Here's an upcoming comic reprint I'm interested in: In his latest email newsletter, Steve Rude announced that he's launching an inexpensive, black-and-white version of the Nexus Archives. Here's the full text from the email:

You guys have been requesting it for a long time and we're finally bringing the Nexus Archives out as a black and white paperback! Size will be just slightly smaller than a comic book on an excellent quality paper. The main cover is black and white, but the logo, etc, will be in color.

Overall a fantastic package at only $9.95.

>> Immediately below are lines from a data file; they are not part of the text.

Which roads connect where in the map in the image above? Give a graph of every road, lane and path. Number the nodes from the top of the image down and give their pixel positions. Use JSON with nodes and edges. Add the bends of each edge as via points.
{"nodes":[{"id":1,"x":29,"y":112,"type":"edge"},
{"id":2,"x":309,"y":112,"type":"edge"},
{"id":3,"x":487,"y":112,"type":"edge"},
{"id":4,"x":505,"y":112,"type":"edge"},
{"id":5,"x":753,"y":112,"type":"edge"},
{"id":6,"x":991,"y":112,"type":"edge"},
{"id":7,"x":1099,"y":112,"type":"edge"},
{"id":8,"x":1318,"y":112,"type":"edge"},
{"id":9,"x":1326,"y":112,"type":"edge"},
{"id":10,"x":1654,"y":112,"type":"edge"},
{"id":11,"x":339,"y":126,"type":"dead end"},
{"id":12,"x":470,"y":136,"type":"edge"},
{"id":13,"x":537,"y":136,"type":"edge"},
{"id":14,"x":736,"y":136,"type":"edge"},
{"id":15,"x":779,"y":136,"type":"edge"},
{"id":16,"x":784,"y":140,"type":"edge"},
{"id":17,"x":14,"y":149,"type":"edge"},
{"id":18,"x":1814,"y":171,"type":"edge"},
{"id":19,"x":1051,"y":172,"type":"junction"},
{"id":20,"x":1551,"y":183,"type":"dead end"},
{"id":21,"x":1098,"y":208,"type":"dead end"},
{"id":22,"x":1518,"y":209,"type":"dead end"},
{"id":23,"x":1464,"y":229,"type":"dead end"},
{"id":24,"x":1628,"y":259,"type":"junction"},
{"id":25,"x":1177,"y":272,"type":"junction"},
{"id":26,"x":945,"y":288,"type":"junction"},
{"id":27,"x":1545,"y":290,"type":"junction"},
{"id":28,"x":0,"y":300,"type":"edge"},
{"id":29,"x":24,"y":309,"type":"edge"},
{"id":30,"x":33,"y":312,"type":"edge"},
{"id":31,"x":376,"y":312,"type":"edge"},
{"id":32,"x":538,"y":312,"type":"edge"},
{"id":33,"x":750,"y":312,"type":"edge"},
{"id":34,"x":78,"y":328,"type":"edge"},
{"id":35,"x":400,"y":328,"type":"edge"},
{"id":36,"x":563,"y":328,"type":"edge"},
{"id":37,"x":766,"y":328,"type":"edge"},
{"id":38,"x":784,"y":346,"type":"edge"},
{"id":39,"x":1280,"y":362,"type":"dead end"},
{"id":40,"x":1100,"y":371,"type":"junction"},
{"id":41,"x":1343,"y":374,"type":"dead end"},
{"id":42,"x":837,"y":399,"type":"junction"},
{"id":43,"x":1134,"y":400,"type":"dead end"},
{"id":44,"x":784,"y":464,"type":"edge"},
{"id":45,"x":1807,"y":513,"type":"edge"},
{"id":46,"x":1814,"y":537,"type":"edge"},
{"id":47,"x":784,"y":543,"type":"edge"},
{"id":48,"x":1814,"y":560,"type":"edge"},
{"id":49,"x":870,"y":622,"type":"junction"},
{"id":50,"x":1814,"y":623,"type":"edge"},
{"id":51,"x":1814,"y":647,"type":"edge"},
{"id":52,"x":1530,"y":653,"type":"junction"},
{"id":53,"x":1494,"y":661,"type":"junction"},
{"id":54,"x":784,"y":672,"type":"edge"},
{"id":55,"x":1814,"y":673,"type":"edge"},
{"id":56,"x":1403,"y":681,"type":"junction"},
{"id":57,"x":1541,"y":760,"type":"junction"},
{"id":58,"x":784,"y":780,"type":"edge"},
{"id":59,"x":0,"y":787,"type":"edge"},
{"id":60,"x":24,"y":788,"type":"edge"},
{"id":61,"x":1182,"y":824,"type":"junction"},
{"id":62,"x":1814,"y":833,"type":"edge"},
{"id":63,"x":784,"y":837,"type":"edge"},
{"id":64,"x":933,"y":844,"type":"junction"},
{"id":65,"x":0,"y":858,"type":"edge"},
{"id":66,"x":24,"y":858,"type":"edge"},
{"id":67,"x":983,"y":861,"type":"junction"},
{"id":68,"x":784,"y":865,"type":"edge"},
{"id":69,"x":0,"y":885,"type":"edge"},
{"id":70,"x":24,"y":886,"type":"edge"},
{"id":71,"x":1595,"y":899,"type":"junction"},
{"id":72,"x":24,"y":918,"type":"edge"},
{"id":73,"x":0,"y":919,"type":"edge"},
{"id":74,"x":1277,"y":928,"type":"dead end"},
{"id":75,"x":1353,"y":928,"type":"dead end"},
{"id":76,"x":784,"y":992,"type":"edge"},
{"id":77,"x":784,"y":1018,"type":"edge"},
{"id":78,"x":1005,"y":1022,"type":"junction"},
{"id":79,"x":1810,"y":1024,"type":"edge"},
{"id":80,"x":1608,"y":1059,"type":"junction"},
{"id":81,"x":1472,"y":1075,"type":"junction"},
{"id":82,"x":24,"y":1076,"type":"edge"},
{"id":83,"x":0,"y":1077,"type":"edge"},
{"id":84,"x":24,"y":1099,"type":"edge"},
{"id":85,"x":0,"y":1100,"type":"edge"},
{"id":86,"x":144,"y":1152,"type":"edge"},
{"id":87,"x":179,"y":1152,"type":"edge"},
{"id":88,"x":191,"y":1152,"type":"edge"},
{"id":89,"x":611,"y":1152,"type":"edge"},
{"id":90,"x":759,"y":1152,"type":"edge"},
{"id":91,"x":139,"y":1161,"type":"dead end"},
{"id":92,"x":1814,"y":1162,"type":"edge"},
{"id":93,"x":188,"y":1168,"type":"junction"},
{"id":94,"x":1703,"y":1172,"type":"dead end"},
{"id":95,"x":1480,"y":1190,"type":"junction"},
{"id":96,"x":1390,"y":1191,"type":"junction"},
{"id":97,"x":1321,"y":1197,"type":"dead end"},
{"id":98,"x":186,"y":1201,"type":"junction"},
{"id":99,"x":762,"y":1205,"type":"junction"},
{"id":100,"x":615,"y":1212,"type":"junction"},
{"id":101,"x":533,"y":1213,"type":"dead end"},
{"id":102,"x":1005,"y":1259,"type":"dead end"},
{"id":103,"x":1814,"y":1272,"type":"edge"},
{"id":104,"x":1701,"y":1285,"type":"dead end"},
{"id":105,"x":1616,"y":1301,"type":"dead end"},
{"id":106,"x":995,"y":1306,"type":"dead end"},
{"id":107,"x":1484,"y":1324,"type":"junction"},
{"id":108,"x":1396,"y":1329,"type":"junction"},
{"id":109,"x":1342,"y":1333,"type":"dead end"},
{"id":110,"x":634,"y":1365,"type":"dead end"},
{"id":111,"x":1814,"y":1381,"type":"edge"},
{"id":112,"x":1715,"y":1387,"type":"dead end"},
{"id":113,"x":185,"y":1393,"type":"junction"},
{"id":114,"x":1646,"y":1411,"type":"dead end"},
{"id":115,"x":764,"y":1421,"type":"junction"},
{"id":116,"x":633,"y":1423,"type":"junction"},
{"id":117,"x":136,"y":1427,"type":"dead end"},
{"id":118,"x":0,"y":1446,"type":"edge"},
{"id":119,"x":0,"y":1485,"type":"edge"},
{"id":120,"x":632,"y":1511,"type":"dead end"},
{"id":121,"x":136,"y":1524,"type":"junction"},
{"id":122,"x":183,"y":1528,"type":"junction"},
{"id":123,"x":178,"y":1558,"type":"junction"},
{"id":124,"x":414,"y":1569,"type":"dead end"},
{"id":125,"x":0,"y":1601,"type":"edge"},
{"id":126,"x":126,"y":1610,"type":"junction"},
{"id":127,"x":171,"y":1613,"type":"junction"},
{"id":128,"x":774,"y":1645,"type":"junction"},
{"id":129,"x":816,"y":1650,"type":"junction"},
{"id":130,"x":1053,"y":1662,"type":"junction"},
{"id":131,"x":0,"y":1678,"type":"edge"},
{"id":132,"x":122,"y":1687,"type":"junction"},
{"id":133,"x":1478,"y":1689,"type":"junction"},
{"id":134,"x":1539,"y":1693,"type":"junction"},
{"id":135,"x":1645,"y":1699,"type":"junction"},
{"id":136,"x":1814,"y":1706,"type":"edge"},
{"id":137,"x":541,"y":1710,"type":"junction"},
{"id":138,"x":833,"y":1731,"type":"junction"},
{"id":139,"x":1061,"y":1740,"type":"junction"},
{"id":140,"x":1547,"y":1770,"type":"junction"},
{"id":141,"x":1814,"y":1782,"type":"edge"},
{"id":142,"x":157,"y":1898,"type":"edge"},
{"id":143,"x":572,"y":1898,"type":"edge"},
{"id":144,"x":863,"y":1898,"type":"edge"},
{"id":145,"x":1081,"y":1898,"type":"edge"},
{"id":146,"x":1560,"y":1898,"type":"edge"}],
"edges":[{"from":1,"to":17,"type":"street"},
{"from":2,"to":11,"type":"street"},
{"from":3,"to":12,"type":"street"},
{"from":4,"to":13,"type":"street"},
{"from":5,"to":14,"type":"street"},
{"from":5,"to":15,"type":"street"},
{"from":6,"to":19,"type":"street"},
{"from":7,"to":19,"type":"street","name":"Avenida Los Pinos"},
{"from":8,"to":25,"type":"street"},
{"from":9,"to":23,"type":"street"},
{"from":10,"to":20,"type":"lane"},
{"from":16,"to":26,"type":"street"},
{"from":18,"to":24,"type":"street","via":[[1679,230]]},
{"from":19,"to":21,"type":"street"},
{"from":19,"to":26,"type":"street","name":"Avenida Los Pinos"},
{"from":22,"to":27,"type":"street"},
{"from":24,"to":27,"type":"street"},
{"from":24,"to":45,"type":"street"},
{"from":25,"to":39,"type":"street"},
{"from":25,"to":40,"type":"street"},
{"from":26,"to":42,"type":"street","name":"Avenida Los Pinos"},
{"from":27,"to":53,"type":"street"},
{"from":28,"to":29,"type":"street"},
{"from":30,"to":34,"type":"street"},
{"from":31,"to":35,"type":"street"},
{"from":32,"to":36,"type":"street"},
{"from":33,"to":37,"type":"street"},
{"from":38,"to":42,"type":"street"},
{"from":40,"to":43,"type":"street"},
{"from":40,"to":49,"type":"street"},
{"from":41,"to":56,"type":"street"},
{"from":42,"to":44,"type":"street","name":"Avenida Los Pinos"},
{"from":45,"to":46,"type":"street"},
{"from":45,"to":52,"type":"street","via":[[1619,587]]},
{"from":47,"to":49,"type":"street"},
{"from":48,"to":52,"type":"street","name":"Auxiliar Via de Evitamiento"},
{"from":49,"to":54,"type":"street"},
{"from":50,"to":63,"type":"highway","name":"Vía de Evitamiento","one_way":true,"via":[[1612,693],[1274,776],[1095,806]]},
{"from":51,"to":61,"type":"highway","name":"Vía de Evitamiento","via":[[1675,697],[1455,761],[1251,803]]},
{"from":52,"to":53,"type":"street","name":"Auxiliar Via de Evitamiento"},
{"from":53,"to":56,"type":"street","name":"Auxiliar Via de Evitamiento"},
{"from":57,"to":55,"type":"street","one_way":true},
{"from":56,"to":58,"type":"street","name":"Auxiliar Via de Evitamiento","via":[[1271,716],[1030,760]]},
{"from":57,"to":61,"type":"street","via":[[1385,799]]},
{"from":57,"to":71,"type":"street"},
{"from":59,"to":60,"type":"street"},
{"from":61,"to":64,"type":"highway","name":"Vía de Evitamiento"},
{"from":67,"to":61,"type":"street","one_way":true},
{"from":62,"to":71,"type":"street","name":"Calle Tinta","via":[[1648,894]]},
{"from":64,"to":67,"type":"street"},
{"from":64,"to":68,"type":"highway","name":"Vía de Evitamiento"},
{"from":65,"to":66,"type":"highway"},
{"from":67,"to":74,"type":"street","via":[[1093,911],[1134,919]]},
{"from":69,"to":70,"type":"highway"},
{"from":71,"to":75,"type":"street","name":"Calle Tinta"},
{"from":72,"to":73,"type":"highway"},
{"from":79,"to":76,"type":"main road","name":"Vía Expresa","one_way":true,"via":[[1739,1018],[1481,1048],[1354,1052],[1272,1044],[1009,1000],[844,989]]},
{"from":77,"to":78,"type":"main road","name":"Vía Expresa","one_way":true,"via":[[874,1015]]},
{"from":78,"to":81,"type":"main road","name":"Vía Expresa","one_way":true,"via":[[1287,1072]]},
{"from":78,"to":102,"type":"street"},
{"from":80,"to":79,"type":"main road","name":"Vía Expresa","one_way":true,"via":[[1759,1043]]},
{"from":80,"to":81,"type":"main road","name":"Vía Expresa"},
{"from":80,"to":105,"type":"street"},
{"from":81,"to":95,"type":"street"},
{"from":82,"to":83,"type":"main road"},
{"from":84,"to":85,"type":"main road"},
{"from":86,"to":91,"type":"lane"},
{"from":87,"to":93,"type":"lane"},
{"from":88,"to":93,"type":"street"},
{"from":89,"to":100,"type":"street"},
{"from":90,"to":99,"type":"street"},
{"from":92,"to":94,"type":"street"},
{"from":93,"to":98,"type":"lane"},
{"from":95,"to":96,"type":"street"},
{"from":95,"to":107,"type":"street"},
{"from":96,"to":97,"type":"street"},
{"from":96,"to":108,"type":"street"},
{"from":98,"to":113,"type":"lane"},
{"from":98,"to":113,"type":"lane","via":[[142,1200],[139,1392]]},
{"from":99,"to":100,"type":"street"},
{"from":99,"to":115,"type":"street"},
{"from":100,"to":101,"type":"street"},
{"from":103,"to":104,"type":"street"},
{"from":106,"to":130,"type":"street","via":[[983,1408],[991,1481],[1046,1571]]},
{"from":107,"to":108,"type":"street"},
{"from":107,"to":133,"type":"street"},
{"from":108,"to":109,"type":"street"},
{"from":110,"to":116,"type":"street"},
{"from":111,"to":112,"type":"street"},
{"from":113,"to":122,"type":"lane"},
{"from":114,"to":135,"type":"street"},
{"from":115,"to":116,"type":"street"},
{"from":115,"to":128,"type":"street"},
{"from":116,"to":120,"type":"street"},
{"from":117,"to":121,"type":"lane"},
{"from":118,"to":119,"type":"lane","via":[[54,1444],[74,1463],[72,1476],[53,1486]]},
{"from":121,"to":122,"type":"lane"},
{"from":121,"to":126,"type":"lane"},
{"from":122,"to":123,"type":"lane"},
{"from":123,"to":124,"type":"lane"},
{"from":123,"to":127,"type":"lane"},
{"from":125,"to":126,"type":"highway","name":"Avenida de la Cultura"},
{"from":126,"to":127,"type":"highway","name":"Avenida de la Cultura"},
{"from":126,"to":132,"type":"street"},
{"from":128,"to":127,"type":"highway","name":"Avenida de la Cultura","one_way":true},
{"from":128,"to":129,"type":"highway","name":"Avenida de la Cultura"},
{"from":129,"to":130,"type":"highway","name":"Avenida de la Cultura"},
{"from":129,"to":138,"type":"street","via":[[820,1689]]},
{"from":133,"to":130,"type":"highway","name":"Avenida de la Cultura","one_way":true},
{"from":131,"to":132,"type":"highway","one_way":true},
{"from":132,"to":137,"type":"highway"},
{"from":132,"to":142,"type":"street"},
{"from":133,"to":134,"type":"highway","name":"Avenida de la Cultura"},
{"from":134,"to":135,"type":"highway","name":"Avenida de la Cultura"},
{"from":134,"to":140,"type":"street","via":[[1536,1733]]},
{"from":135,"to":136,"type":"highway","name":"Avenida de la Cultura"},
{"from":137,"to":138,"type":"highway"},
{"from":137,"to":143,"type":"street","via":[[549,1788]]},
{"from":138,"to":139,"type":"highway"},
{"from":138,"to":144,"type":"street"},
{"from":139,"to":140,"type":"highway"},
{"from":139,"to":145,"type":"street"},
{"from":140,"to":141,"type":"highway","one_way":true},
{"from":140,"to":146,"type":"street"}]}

In Previews April 2009 for a June 2009 release.
I can't find the announcement on Rude's website or MySpace blog and I don't see the book listed on Amazon or any other site, so hopefully this does come to pass. I think it's a great idea. I've been wanting to back and reread the whole Nexus series but I'm too lazy to dig out my singles and too cheap to spring for the hardcover books. Plus, I'm curious to see what Rude's artwork looks like in black and white. IIRC, the orginal series from Capital Comics was in black and white and that looked fine, but later issues were designed to be printed in color, so it'll be interesting to see what they look like reproduced without that detail removed.

Interesting use of the ten dollar "manga format." I'm assuming this will be the same page count as the color archives (roughly 200 pages a pop), which would make it a good bargain. Wonder if this will be coming out through Dark Horse or through Rude's own "Rude Dude" publishing company?

Also, I just realized that Nexus is a comic I'd be curious to see translated into a movie. Done right, it could be a rip-roarin' sci-fi blast. Of course, I doubt Hollywood would get it right and I'd just sit there complaining about how they didn't capture any of the magic or joy of Rude's imagination or character design.